CGBitmapContextCreate on the iPhone/iPad

toastie picture toastie · Apr 12, 2010 · Viewed 11.9k times · Source

I have a method that needs to parse through a bunch of large PNG images pixel by pixel (the PNGs are 600x600 pixels each). It seems to work great on the Simulator, but on the device (iPad), i get an EXC_BAD_ACCESS in some internal memory copying function. It seems the size is the culprit because if I try it on smaller images, everything seems to work. Here's the memory related meat of method below.

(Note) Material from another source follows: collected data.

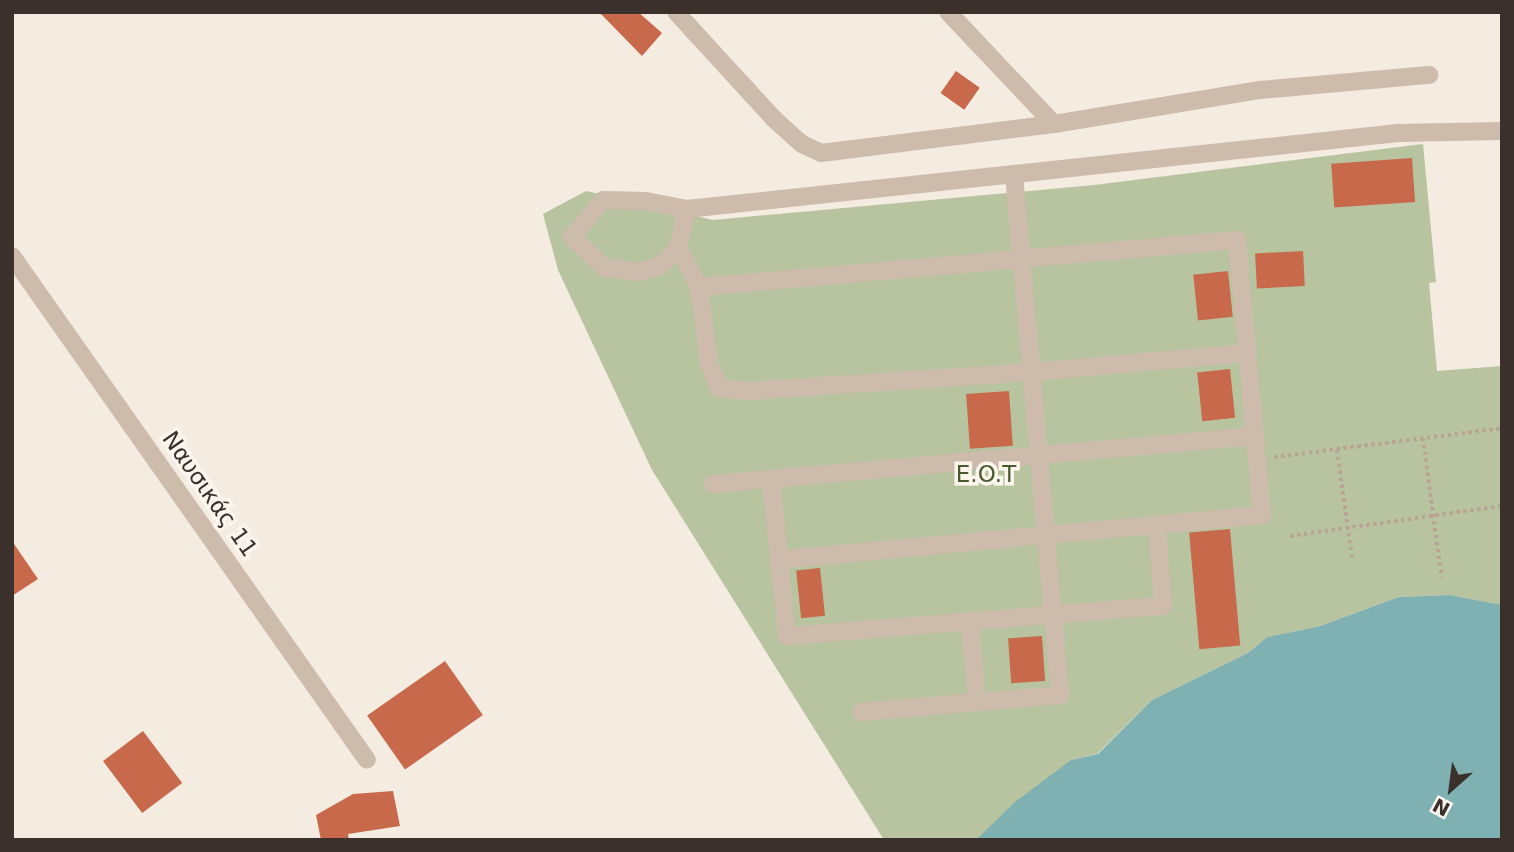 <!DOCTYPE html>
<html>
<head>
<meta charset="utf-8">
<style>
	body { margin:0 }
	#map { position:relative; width:1514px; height:852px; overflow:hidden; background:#f4ebe1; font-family:"DejaVu Sans",sans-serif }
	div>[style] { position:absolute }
	.green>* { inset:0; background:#b8c4a0 }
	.water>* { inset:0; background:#7fb0b2 }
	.building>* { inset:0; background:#c8694b; transform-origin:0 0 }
	.path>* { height:3.5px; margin-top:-1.75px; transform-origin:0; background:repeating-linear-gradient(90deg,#b9a596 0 3.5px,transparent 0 7px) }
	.minor>* { height:18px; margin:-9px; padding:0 9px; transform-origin:9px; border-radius:9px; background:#cdbbac }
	span { translate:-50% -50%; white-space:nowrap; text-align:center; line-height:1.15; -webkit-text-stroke:7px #fbf5ee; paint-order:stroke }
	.park-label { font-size:23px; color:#4a5a2e }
	.street-label { font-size:23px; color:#3b302b }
	.frame { position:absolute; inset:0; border:14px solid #3b302b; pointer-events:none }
	.north { position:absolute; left:1416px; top:754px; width:70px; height:70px; -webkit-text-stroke:5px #fbf5ee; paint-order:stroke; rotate:208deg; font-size:19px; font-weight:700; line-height:28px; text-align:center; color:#3b302b }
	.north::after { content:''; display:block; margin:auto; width:24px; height:32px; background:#3b302b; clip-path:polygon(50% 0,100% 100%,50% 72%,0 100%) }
</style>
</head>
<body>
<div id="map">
	<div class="green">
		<i style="clip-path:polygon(1423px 144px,1436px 282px,1429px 283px,1437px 371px,1502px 366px,1502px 605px,1450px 595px,1399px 597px,1320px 626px,1267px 637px,1248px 653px,1152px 700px,1097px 754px,1071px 760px,976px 840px,884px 840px,652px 470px,558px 270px,543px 214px,586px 191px,713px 220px,1094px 185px)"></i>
	</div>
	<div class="water">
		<i style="clip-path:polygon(1450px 595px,1502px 605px,1502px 840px,976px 840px,1015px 802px,1071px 760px,1098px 754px,1152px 700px,1248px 653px,1267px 637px,1320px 626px,1399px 597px)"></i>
	</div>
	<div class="building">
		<i style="clip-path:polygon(599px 12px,638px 12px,662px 33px,642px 56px)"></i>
		<i style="left:956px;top:71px;width:29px;height:27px;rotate:35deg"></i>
		<i style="left:1412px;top:158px;width:44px;height:81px;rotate:86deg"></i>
		<i style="left:1303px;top:251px;width:35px;height:48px;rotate:87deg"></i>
		<i style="left:1228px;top:271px;width:46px;height:35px;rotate:84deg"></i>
		<i style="left:1230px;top:369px;width:49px;height:33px;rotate:84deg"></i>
		<i style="left:1009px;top:391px;width:55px;height:43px;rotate:86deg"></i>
		<i style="left:1230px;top:529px;width:117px;height:41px;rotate:85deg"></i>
		<i style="clip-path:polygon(12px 541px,38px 579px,12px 596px)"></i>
		<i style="left:820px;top:568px;width:48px;height:24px;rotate:84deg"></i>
		<i style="left:1042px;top:636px;width:45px;height:34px;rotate:86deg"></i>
		<i style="left:445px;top:661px;width:66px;height:95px;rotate:55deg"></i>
		<i style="left:143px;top:731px;width:65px;height:50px;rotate:53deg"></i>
		<i style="clip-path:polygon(393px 791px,400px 826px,348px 834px,349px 840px,321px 840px,316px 815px,353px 794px)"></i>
	</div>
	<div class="path">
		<i style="left:1423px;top:438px;width:141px;rotate:82.3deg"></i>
		<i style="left:1337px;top:450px;width:113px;rotate:81.9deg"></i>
		<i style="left:1274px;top:457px;width:230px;rotate:-7.2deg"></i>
		<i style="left:1290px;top:536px;width:214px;rotate:-8.1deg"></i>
	</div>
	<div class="minor">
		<i style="left:676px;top:12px;width:145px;rotate:47.5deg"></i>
		<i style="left:774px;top:119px;width:38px;rotate:42deg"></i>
		<i style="left:802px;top:144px;width:21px;rotate:25deg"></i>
		<i style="left:821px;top:153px;width:235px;rotate:-7.1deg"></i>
		<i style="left:1054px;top:124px;width:209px;rotate:-9.4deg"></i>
		<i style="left:1260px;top:90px;width:170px;rotate:-5.1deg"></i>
		<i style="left:948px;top:12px;width:154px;rotate:46.6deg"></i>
		<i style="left:687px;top:209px;width:40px;rotate:103deg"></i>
		<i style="left:678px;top:248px;width:25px;rotate:135deg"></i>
		<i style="left:660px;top:266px;width:22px;rotate:164deg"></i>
		<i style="left:639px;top:272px;width:34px;rotate:-173deg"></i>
		<i style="left:605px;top:268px;width:45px;rotate:-136.8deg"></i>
		<i style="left:572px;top:237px;width:48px;rotate:-50deg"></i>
		<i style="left:603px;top:200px;width:43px;rotate:1.3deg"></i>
		<i style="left:646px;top:201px;width:42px;rotate:11deg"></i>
		<i style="left:687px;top:209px;width:715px;rotate:-6.1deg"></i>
		<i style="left:1398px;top:133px;width:104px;rotate:-1.1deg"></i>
		<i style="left:678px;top:248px;width:44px;rotate:61.7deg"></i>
		<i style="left:699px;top:287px;width:78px;rotate:82.6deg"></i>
		<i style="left:709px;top:364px;width:26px;rotate:67deg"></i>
		<i style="left:719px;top:388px;width:28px;rotate:6deg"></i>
		<i style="left:747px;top:391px;width:285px;rotate:-3.8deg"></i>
		<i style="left:1031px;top:372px;width:217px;rotate:-5deg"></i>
		<i style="left:12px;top:256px;width:616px;rotate:54.84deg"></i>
		<i style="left:699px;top:287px;width:540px;rotate:-4.99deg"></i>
		<i style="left:1237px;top:240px;width:276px;rotate:84.8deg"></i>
		<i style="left:1262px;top:515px;width:485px;rotate:174.7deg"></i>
		<i style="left:771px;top:479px;width:158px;rotate:84.2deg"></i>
		<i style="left:787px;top:636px;width:377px;rotate:-4.6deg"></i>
		<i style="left:1163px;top:606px;width:81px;rotate:-94.2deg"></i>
		<i style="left:713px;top:484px;width:544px;rotate:-5.06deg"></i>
		<i style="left:970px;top:621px;width:81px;rotate:85.1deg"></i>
		<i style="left:861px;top:712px;width:200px;rotate:-4.9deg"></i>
		<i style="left:1060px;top:695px;width:523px;rotate:-95.05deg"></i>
	</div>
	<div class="park-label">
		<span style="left:986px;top:474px">E.O.T</span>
	</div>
	<div class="street-label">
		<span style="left:210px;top:494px;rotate:55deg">Ναυσικάς 11</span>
	</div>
	<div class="frame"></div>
	<div class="north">N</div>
</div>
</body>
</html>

+ (CGRect) getAlphaBoundsForUImage: (UIImage*) image 
{    
    CGImageRef imageRef = [image CGImage];

NSUInteger width = CGImageGetWidth(imageRef);
NSUInteger height = CGImageGetHeight(imageRef);
CGColorSpaceRef colorSpace = CGColorSpaceCreateDeviceRGB();

unsigned char *rawData = malloc(height * width * 4);
memset(rawData,0,height * width * 4);

NSUInteger bytesPerPixel = 4;
NSUInteger bytesPerRow = bytesPerPixel * width;
NSUInteger bitsPerComponent = 8;
CGContextRef context = CGBitmapContextCreate(rawData, width, height, bitsPerComponent, bytesPerRow, colorSpace, kCGImageAlphaPremultipliedLast | kCGBitmapByteOrder32Big);

CGColorSpaceRelease(colorSpace);

CGContextDrawImage(context, CGRectMake(0, 0, width, height), imageRef);
CGContextRelease(context);

/* non-memory related stuff */

free(rawData);

When I run this on a bunch of images, it runs 12 times and then craps out, while on the simulator it runs no problem. Do you guys have any ideas?

Answer

Duncan C picture Duncan C · Feb 26, 2012

Running 12 times and then crashing sounds like a running out of memory problem. It might be that internally the CGContext is creating some large autoreleased structures. Since you're doing this in a loop, they are not getting freed, so you run out of memory and die.

I'm not sure how Core Foundation deals with temporary objects though. I don't think CF objects have the equivalent of autorelease, and a Core Graphics context is almost certainly dealing with CF objects rather than NSObjects.

To reduce the memory churn in your code, I would suggest refactoring it to create an offscreen CGContext once before you start processing, and use it repeatedly to process each image. Then release it when you are done. That is going to be faster in any case (since you aren't allocating huge data structures on each pass through the loop.)

I'll wager that will eliminate your crash problem, and I bet it also makes your code much, much faster. Memory allocation is very slow compared to other operations, and you're slinging around some pretty big data structures to handle 600x600 pixel RGBA images.